**EXERCISE INPUTS**.
***

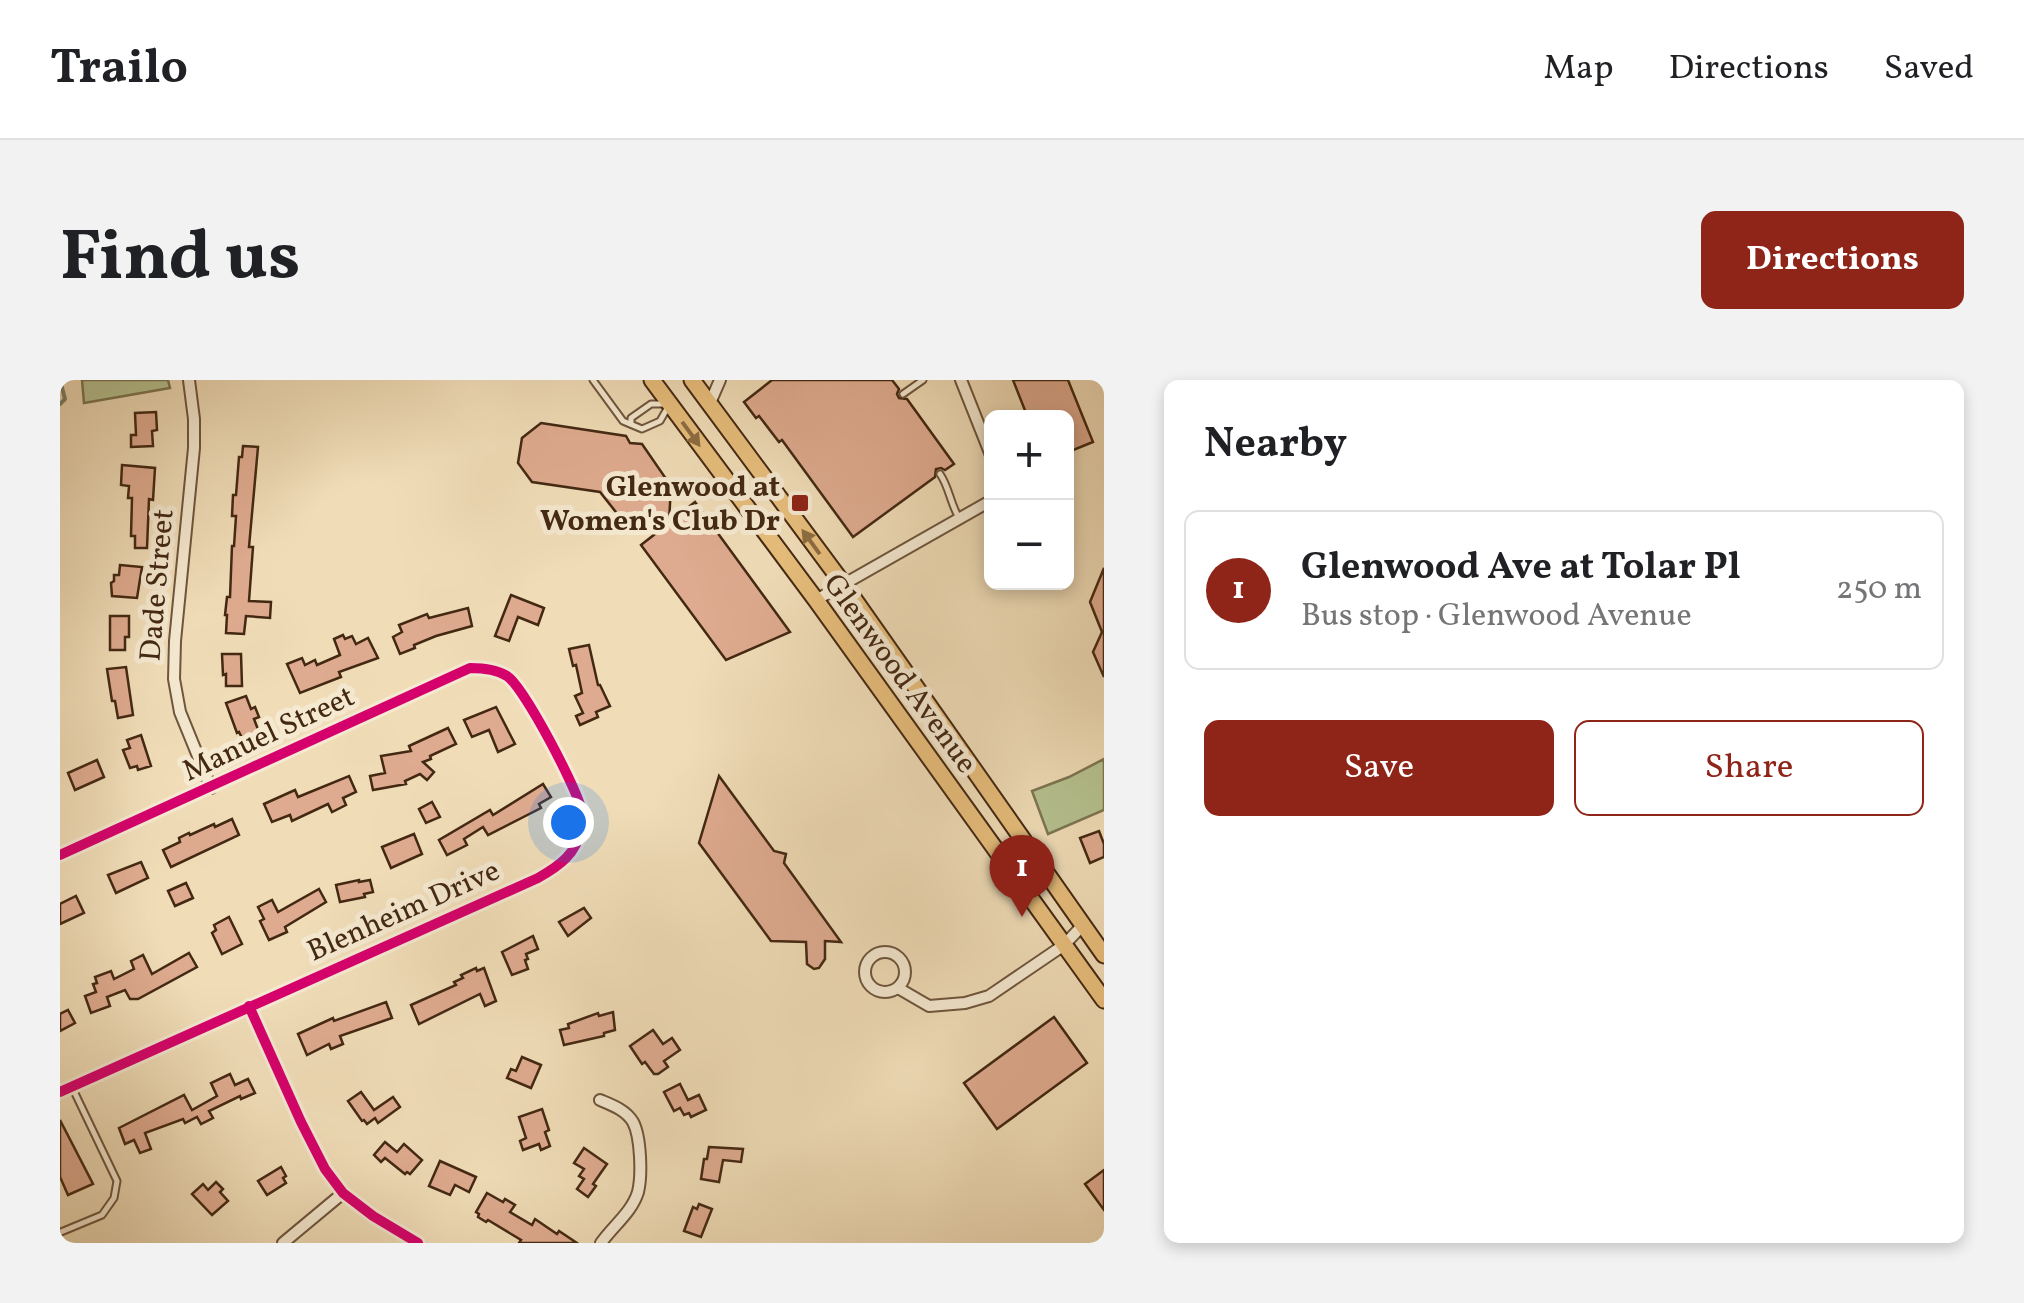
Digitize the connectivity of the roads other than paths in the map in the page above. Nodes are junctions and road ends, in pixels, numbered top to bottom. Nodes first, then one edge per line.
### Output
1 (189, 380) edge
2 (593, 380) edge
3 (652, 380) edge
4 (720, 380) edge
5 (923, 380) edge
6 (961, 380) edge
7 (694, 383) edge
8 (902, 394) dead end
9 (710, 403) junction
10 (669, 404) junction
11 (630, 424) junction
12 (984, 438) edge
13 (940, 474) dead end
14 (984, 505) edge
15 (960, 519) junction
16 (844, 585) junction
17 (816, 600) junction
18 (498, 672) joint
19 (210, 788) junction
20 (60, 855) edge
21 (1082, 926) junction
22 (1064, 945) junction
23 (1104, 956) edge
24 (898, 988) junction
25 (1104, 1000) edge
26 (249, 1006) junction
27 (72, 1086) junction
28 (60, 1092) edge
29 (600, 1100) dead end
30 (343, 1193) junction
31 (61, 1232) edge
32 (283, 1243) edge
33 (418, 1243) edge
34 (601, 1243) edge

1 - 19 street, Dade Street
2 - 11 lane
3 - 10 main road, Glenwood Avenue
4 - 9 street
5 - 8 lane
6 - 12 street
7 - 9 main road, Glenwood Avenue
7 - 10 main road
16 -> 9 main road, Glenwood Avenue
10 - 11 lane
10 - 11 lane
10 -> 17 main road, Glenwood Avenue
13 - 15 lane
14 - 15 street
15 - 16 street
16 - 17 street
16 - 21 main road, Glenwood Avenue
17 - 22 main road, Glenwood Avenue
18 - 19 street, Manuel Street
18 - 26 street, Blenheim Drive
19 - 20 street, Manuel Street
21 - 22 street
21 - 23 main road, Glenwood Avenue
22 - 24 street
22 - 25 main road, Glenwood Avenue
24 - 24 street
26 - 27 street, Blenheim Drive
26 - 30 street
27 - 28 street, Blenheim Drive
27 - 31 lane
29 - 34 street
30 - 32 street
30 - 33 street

***

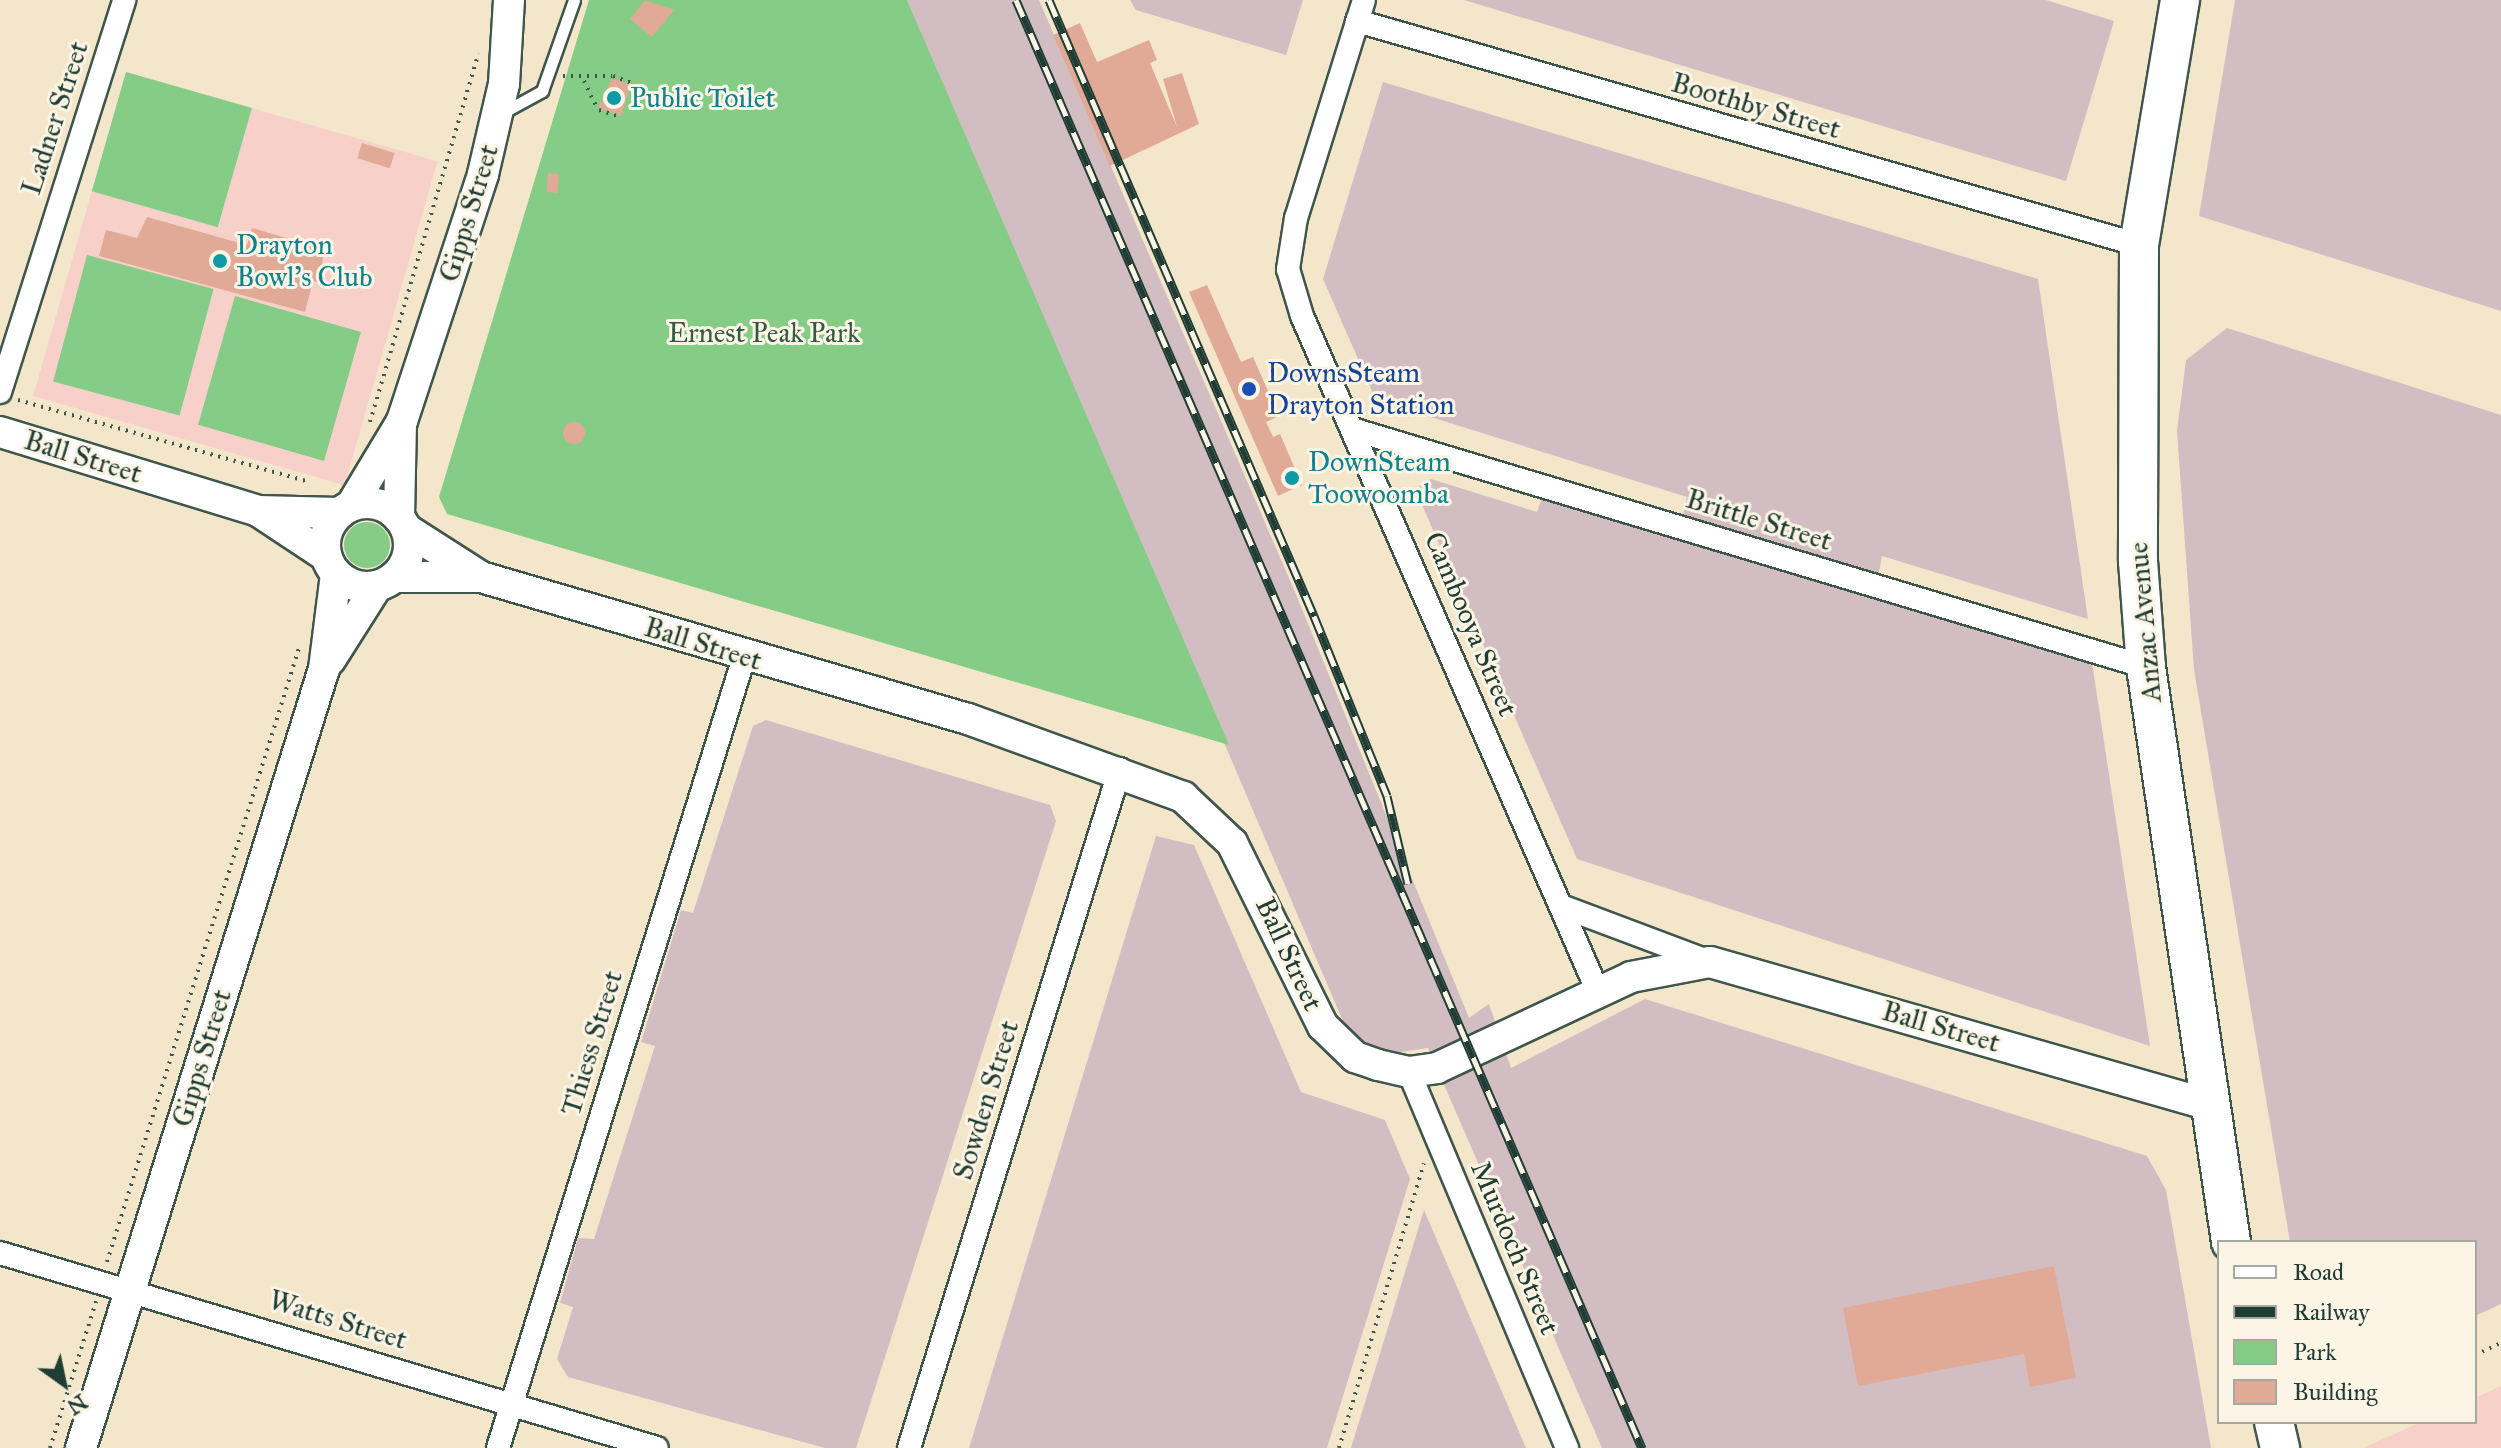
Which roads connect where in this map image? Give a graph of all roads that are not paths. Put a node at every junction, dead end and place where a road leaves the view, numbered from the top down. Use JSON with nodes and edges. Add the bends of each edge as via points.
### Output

***

**TASK DESCRIPTION**. What lines above contain the word "paths"? Return each such line.

**YOUR RESPONSE**.
Digitize the connectivity of the roads other than paths in the map in the page above. Nodes are junctions and road ends, in pixels, numbered top to bottom. Nodes first, then one edge per line.
Which roads connect where in this map image? Give a graph of all roads that are not paths. Put a node at every junction, dead end and place where a road leaves the view, numbered from the top down. Use JSON with nodes and edges. Add the bends of each edge as via points.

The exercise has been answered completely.